## [Supplied entries]
====

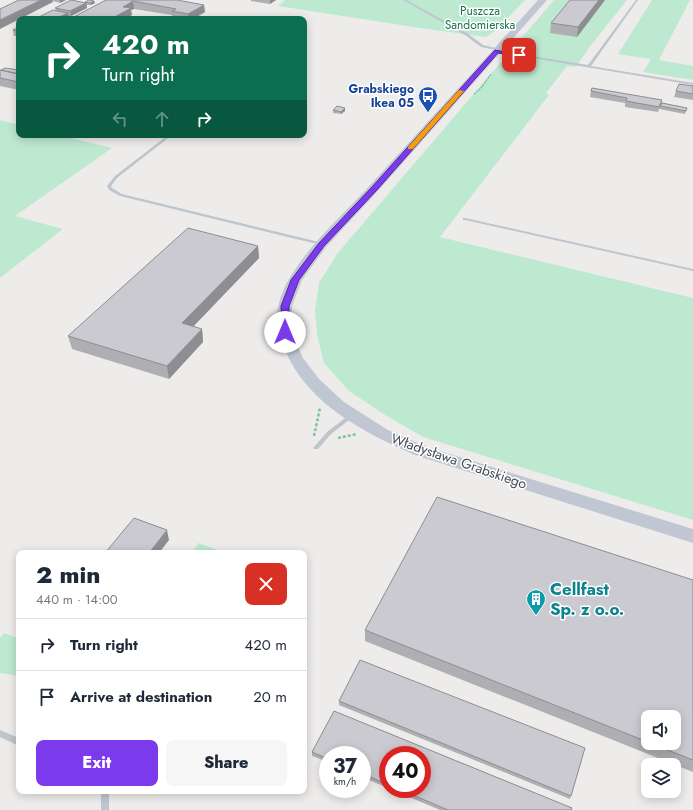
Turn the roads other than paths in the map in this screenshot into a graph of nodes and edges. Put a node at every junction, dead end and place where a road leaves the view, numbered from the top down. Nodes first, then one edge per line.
1 (404, 0) edge
2 (543, 0) edge
3 (637, 0) edge
4 (500, 51) junction
5 (589, 67) junction
6 (693, 84) edge
7 (166, 138) edge
8 (465, 219) dead end
9 (321, 244) junction
10 (693, 270) edge
11 (352, 416) junction
12 (318, 446) road end
13 (693, 536) edge
14 (0, 733) edge
15 (16, 741) edge
16 (105, 794) edge
17 (105, 810) edge

1 - 4 lane
2 - 4 street, Władysława Grabskiego
3 - 5 lane
4 - 5 lane
4 - 9 street, Władysława Grabskiego
5 - 6 lane
7 - 9 lane
8 - 10 lane
9 - 11 street, Władysława Grabskiego
11 - 12 lane
11 - 13 street, Władysława Grabskiego
14 - 15 lane
16 - 17 lane

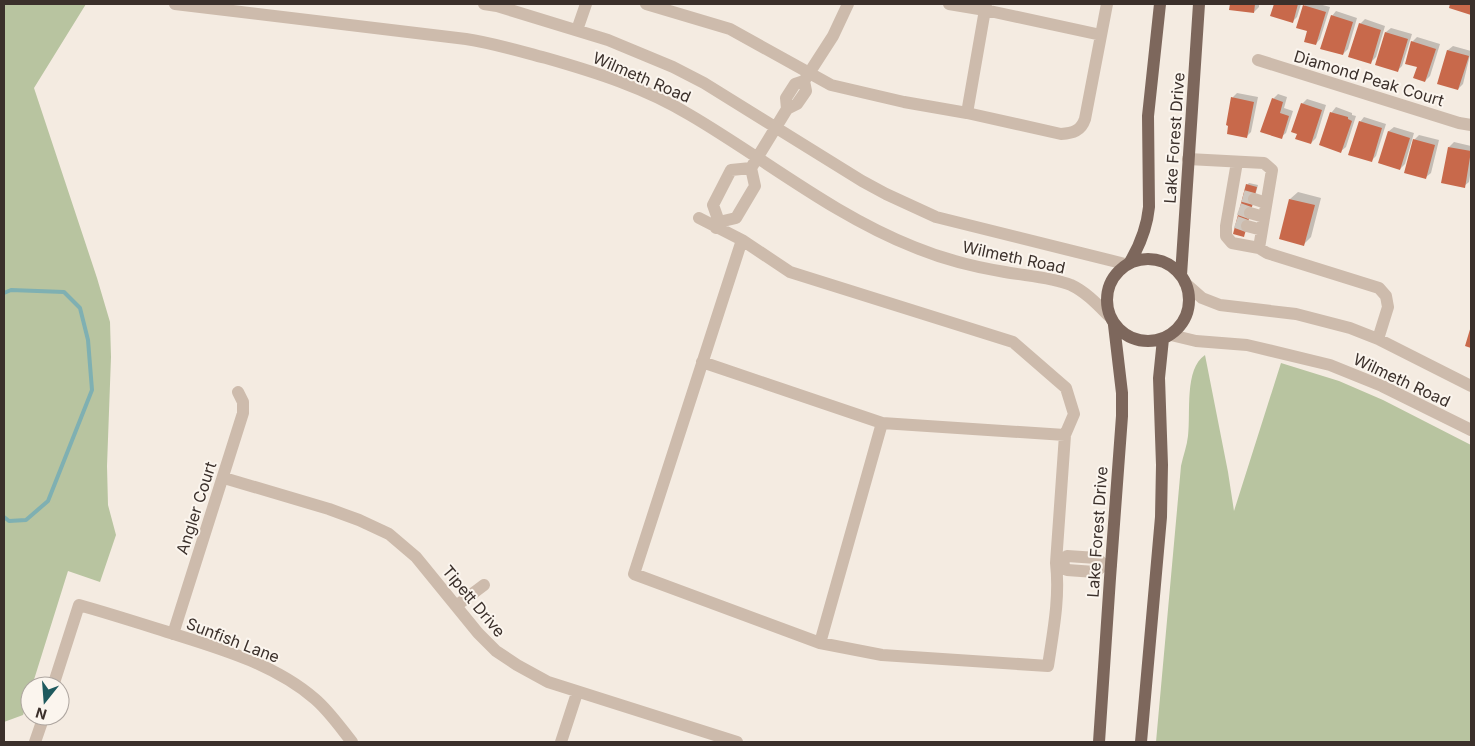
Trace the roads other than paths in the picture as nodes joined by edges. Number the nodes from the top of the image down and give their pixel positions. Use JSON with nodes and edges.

====

## [What the exercise asks]
Every record above must be repeated exactly, with the pictures dropped.

## [Solution for this exercise]
Turn the roads other than paths in the map in this screenshot into a graph of nodes and edges. Put a node at every junction, dead end and place where a road leaves the view, numbered from the top down. Nodes first, then one edge per line.
1 (404, 0) edge
2 (543, 0) edge
3 (637, 0) edge
4 (500, 51) junction
5 (589, 67) junction
6 (693, 84) edge
7 (166, 138) edge
8 (465, 219) dead end
9 (321, 244) junction
10 (693, 270) edge
11 (352, 416) junction
12 (318, 446) road end
13 (693, 536) edge
14 (0, 733) edge
15 (16, 741) edge
16 (105, 794) edge
17 (105, 810) edge

1 - 4 lane
2 - 4 street, Władysława Grabskiego
3 - 5 lane
4 - 5 lane
4 - 9 street, Władysława Grabskiego
5 - 6 lane
7 - 9 lane
8 - 10 lane
9 - 11 street, Władysława Grabskiego
11 - 12 lane
11 - 13 street, Władysława Grabskiego
14 - 15 lane
16 - 17 lane

Trace the roads other than paths in the picture as nodes joined by edges. Number the nodes from the top of the image down and give their pixel positions. Use JSON with nodes and edges.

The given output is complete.